> **Exercise**
The lines to reproduce from the material below are those from the one containing "thumb tip: (1123, 788)" through the one containing "wrist: (1241, 944)", both included; write them out exactly and add nothing.

> **Material supplied**
==============================

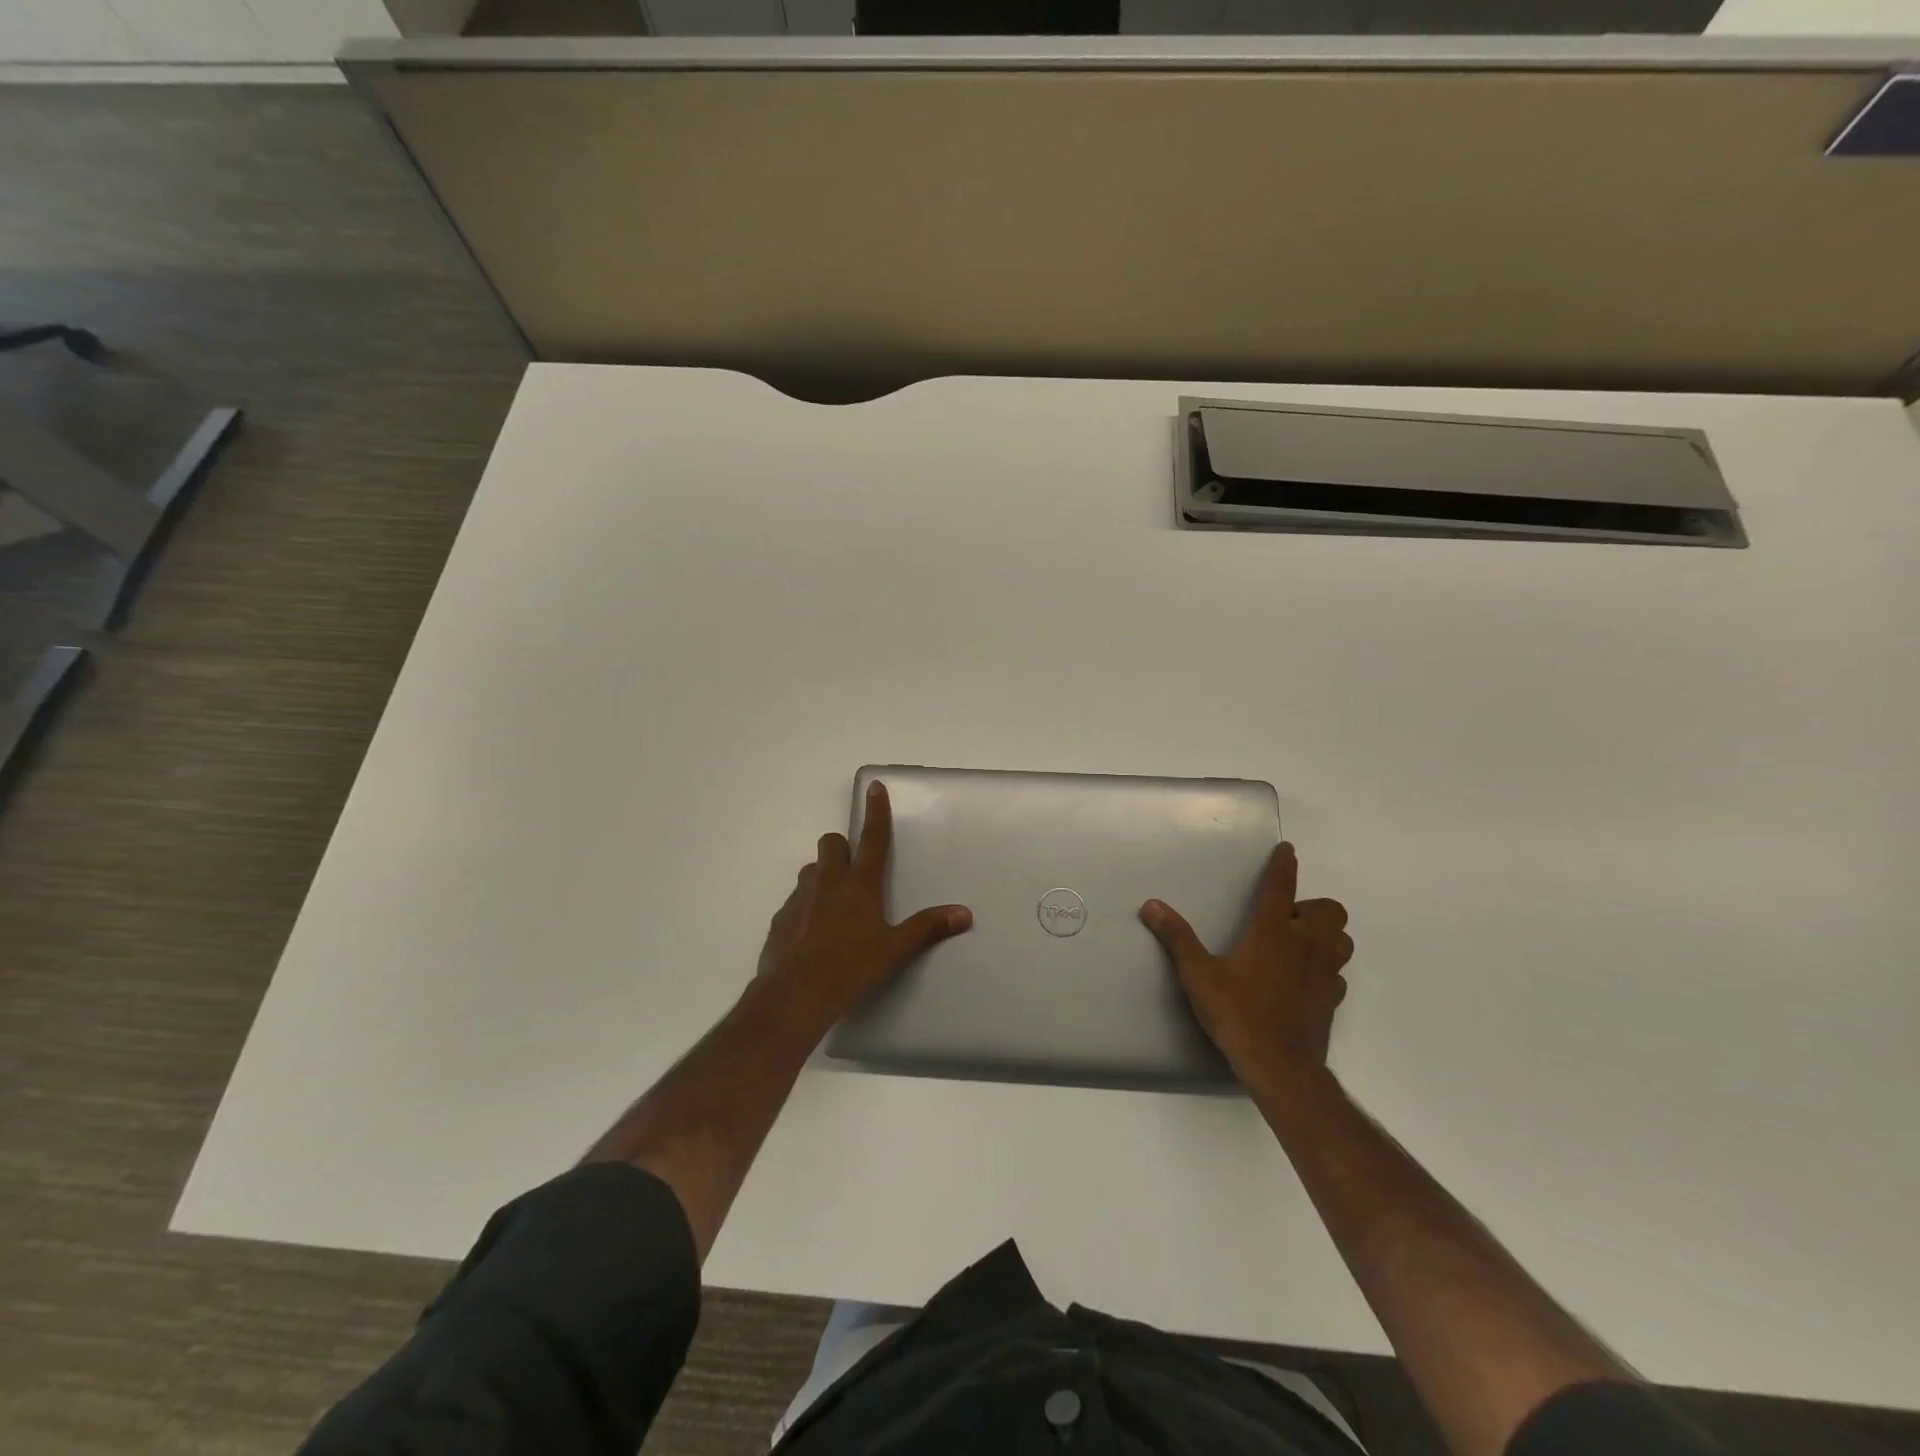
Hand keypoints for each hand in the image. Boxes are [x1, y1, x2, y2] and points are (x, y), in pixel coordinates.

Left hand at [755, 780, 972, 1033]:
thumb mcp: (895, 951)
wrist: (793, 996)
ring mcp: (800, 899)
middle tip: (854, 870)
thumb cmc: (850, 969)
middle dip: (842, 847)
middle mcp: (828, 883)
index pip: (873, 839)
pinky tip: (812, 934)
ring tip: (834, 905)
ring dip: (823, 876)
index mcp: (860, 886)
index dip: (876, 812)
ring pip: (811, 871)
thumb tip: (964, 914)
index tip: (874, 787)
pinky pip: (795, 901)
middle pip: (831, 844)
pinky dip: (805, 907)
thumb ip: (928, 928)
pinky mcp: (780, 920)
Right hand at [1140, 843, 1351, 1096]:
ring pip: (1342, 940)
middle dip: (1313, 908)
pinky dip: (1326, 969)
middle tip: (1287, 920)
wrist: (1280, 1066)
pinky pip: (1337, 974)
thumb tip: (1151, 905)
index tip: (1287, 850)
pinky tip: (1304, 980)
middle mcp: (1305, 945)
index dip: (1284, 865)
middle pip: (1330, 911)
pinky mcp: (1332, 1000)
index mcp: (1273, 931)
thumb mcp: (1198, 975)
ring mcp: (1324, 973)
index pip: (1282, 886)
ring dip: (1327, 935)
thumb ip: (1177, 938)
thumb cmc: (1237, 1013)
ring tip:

==============================

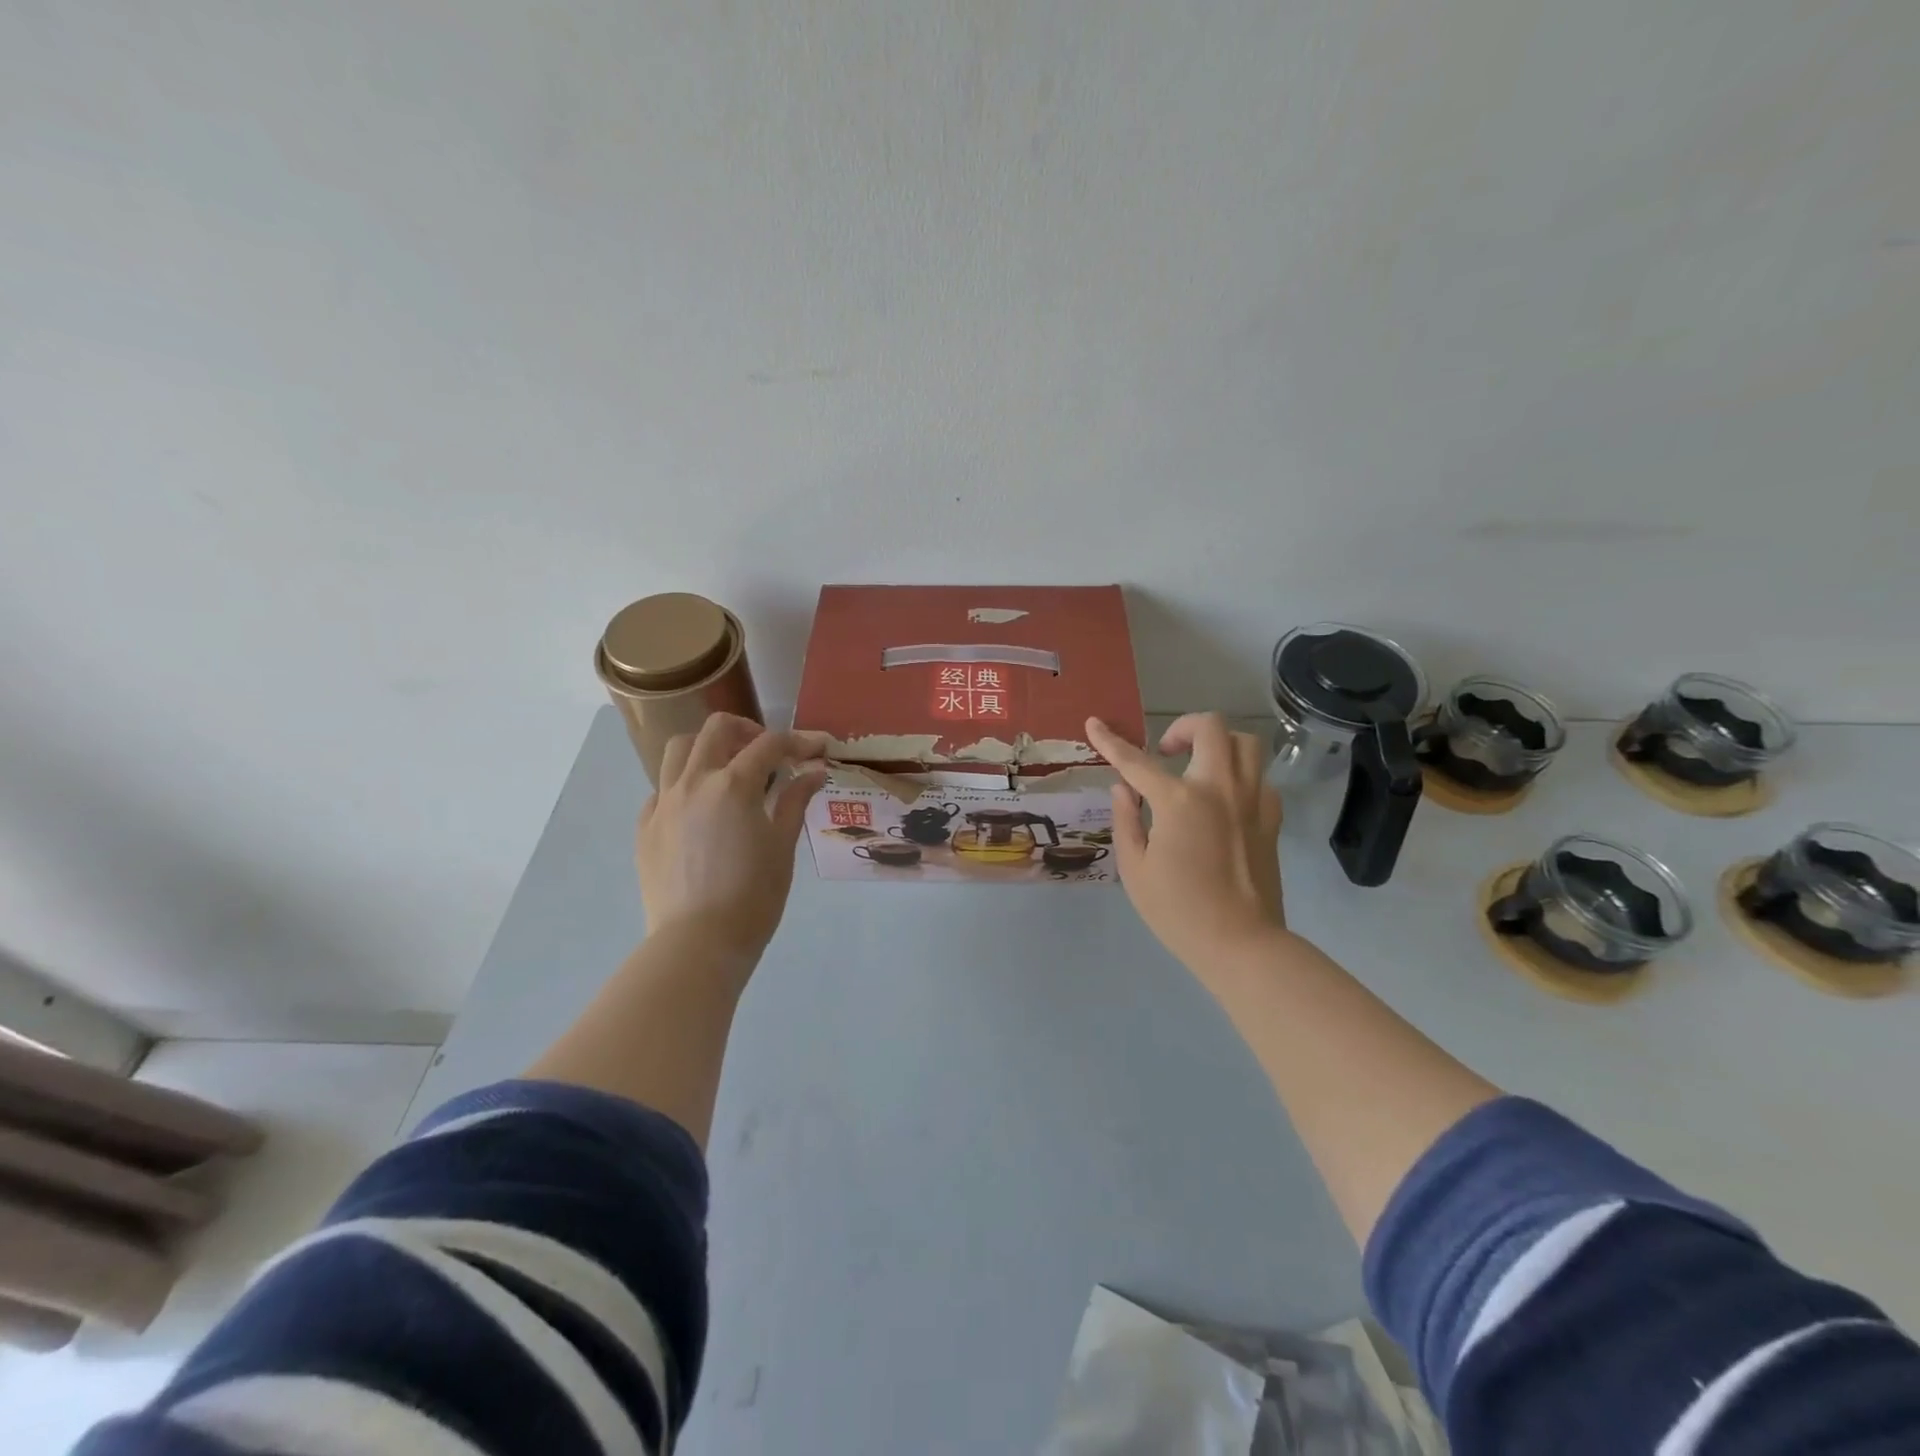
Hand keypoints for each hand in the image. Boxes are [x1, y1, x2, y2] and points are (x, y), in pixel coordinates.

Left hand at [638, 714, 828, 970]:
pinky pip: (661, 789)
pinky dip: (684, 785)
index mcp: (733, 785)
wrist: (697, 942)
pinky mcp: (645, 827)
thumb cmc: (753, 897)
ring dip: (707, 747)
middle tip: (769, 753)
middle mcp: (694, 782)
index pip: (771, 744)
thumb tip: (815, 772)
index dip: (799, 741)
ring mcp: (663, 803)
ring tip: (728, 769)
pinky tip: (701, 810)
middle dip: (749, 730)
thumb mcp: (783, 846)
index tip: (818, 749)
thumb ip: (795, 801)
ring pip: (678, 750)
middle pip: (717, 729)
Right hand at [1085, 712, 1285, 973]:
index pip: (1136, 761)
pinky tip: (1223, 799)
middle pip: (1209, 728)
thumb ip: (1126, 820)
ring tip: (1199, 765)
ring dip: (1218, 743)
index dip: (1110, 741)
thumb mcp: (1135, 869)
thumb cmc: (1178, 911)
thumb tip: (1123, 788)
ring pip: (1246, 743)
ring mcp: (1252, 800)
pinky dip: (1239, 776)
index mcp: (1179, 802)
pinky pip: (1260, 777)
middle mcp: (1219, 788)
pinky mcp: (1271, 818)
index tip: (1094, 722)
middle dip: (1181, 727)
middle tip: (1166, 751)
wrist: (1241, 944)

==============================

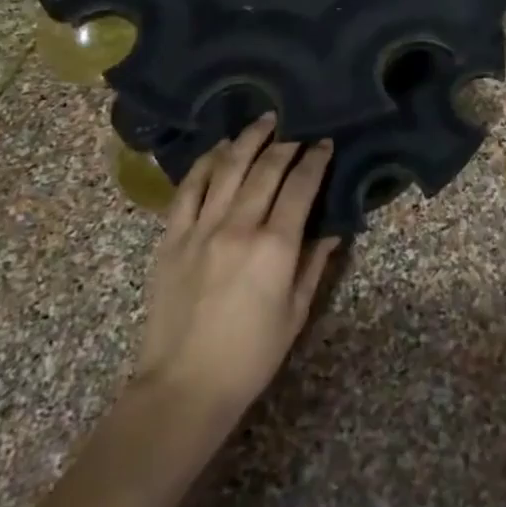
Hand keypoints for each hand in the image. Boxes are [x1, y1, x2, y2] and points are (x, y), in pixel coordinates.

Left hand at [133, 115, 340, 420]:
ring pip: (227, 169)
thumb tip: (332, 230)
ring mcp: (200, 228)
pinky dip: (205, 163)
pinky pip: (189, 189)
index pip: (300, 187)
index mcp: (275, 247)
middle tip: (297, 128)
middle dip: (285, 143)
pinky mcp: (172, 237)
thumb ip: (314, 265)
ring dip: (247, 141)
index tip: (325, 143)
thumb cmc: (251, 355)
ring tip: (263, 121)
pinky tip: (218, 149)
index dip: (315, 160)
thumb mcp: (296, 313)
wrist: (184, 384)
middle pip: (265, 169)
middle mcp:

==============================

> **Task answer**
thumb tip: (1123, 788)
ring pip: (1246, 743)
ring mcp: (1252, 800)
pinky dip: (1239, 776)
index mcp: (1179, 802)
pinky pip: (1260, 777)
middle mcp: (1219, 788)
pinky mcp: (1271, 818)
index tip: (1094, 722)
middle dip: (1181, 727)
middle tip: (1166, 751)
wrist: (1241, 944)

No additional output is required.